The witness said he was at the video-recorded event, although his exact role with the Union of Congolese Patriots (UPC) was not disclosed.
The video depicted Lubanga surrounded by a large group of people, many of whom appeared to be small children.
The witness said the new recruits were those who wore civilian clothes and carried long sticks, while the more experienced soldiers had uniforms and guns.
Lubanga led the group in song before launching into a speech about the importance of being “courageous” in battle.
“This type of work is of great importance,” Lubanga told the crowd. “It can involve suffering.”
Lubanga also told the crowd that the UPC did not “belong to one ethnic group.”
Since the UPC is alleged to have targeted people of the Lendu ethnicity, Prosecutor Olivia Struyven asked the witness if Lubanga’s statement was true.
“Yes,” replied the witness. “But there was a dominant ethnic group.”
That group, he said, was Hema, with other ethnicities represented in smaller numbers.
The witness also identified Bosco Ntaganda in the video. Ntaganda was the deputy chief of general staff for the UPC’s military arm, the Patriotic Forces for the Liberation of Congo (FPLC).

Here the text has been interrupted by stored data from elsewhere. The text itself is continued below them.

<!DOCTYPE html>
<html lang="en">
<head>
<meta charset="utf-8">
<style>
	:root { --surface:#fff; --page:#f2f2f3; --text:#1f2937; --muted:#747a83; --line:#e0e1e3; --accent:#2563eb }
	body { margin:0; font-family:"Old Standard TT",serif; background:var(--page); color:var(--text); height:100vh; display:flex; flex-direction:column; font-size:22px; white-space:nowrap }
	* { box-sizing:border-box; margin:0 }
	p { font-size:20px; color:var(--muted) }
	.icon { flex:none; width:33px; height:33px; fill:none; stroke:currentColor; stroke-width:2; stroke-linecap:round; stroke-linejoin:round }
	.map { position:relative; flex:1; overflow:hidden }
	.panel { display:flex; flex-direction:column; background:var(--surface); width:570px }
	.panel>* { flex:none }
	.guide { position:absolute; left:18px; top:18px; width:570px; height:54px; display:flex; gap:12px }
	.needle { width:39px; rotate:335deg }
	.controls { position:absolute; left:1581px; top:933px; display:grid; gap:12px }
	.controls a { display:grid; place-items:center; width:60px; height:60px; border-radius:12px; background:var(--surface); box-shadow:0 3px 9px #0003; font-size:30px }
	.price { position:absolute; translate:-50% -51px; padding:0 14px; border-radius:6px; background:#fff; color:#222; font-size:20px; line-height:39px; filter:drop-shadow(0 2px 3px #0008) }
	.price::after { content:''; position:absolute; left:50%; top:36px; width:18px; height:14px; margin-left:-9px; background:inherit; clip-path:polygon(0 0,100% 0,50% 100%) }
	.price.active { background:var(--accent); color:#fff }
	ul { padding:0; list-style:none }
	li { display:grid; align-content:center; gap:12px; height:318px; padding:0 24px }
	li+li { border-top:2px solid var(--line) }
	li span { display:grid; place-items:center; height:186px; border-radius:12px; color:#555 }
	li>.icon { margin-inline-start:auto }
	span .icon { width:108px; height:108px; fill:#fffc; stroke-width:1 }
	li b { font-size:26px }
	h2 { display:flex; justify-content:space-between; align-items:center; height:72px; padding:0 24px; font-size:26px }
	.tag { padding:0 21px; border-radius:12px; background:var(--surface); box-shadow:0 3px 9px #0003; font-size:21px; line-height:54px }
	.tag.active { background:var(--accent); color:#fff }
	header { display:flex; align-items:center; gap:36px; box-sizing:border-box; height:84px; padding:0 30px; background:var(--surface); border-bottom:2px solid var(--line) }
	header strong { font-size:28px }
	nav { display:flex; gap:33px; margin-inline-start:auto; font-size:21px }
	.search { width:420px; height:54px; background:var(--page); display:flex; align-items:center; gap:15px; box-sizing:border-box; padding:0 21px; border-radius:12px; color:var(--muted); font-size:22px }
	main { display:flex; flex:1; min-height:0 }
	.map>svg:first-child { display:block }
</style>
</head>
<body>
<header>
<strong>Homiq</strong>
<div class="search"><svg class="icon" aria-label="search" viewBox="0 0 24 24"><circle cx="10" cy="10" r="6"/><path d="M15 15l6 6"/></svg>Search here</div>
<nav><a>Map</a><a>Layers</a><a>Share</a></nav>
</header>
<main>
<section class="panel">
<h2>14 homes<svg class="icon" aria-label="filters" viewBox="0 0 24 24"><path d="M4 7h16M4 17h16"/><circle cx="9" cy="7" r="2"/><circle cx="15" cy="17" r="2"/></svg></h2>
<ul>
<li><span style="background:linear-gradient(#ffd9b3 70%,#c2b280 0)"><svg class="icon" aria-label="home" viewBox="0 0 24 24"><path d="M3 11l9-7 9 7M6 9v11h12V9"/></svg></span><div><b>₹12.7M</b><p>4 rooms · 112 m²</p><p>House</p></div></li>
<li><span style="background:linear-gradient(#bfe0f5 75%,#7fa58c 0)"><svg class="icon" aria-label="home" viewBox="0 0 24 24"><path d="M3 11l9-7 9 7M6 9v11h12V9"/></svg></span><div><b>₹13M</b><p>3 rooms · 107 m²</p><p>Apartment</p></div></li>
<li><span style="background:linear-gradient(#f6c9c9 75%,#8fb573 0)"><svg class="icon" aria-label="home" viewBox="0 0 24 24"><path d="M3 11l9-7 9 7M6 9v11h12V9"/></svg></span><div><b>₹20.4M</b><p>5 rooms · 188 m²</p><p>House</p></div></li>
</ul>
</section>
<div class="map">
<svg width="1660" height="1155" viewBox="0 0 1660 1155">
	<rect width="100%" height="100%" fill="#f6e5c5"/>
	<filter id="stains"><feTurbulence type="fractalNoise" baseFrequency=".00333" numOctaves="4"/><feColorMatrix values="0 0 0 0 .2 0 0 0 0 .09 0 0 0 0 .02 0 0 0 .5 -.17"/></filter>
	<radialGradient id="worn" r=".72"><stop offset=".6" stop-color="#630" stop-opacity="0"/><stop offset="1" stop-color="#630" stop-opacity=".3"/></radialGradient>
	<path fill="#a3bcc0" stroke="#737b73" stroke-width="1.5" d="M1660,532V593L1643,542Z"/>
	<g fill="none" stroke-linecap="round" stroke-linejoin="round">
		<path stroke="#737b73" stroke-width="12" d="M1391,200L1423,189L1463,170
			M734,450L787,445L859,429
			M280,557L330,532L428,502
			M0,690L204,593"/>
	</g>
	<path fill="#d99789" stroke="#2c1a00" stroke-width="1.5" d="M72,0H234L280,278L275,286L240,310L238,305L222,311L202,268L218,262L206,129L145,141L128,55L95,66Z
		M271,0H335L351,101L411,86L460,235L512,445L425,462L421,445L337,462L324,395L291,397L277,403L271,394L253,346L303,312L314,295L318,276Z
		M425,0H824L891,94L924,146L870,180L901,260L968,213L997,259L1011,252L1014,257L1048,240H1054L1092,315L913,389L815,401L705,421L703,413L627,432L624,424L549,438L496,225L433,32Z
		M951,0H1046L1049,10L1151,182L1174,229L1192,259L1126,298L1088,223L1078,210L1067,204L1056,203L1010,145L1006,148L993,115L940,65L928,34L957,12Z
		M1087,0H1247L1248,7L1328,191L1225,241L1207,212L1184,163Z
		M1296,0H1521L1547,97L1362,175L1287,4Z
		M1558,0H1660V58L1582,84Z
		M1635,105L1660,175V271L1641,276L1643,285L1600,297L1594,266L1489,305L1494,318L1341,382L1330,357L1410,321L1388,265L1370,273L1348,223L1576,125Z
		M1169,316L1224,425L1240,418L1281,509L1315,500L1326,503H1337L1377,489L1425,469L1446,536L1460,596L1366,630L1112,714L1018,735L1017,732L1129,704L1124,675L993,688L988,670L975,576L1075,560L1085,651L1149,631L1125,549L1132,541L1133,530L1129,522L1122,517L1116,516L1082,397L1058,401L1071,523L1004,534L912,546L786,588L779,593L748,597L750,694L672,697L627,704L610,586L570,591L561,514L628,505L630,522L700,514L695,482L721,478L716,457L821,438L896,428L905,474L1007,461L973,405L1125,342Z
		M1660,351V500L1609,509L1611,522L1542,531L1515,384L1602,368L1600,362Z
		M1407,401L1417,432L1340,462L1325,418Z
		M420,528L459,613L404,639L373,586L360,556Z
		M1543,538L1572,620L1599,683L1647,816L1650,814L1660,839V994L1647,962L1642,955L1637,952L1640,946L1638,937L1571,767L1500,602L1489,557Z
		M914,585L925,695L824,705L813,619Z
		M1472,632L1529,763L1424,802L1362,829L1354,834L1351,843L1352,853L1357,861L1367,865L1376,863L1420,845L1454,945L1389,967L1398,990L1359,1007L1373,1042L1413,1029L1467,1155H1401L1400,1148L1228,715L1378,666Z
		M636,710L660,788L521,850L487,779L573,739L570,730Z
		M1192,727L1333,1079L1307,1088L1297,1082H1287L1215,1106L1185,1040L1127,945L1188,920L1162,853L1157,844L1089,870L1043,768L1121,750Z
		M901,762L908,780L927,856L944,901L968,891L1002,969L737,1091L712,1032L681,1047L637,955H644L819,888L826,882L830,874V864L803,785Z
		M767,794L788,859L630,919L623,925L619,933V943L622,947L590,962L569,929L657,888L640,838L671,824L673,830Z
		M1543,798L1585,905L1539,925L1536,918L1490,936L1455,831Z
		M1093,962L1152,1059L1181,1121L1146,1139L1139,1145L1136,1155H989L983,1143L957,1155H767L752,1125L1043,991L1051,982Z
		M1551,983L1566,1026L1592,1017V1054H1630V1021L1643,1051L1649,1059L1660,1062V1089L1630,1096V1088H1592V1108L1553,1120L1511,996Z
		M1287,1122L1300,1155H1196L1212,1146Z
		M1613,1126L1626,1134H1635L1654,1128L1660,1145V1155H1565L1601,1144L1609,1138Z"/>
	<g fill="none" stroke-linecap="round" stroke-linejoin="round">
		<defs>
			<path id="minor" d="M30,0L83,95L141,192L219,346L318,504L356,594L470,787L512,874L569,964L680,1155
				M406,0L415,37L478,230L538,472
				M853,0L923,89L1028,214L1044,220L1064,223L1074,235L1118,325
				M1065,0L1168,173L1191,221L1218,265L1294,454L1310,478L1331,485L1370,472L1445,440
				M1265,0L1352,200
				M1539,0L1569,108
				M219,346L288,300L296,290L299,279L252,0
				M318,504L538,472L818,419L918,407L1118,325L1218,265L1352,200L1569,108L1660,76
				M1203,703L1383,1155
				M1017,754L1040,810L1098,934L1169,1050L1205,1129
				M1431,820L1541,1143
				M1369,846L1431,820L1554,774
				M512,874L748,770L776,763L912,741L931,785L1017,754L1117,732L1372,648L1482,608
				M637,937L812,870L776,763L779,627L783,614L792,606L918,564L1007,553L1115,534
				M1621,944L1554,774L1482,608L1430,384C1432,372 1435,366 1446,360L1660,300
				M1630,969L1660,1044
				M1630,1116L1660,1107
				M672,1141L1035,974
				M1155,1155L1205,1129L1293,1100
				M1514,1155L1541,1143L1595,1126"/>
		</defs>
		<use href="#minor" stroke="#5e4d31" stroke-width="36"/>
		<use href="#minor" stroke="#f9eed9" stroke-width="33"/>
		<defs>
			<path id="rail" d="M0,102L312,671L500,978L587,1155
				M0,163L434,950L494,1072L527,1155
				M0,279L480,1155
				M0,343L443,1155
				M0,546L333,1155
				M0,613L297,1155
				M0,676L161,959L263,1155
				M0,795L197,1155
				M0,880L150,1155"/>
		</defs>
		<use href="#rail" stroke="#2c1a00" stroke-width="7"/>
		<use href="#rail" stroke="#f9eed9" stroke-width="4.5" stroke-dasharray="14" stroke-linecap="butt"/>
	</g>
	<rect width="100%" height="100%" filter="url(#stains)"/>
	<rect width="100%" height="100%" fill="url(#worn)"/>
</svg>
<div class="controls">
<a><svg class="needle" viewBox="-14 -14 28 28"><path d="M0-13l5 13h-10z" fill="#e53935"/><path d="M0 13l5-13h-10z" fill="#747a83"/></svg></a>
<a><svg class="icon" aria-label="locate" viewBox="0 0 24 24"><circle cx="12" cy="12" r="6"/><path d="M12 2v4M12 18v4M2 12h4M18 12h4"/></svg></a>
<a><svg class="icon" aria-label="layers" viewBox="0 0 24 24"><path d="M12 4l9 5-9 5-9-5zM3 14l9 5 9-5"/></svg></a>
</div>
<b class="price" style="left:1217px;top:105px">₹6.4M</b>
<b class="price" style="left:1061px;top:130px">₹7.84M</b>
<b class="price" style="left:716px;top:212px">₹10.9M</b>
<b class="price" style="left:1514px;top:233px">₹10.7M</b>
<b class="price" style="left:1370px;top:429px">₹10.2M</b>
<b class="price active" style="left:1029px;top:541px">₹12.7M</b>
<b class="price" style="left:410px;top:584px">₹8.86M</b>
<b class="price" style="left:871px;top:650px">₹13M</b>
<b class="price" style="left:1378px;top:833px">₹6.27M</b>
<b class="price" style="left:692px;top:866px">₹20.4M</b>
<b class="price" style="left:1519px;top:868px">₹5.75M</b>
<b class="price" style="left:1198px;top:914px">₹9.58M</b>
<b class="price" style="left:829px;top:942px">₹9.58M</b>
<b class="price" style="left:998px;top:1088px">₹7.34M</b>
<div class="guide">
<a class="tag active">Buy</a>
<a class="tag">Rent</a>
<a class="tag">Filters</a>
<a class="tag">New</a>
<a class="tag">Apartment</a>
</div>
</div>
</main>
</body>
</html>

He is currently wanted by the International Criminal Court for war crimes.
Earlier in his testimony, the witness said that he visited Lubanga’s residence in the city of Bunia on several occasions. He said the defendant had many bodyguards of different ages.
“The youngest were perhaps nine or ten years old,” he said. “The oldest were adults.”
The witness will continue his testimony on Tuesday.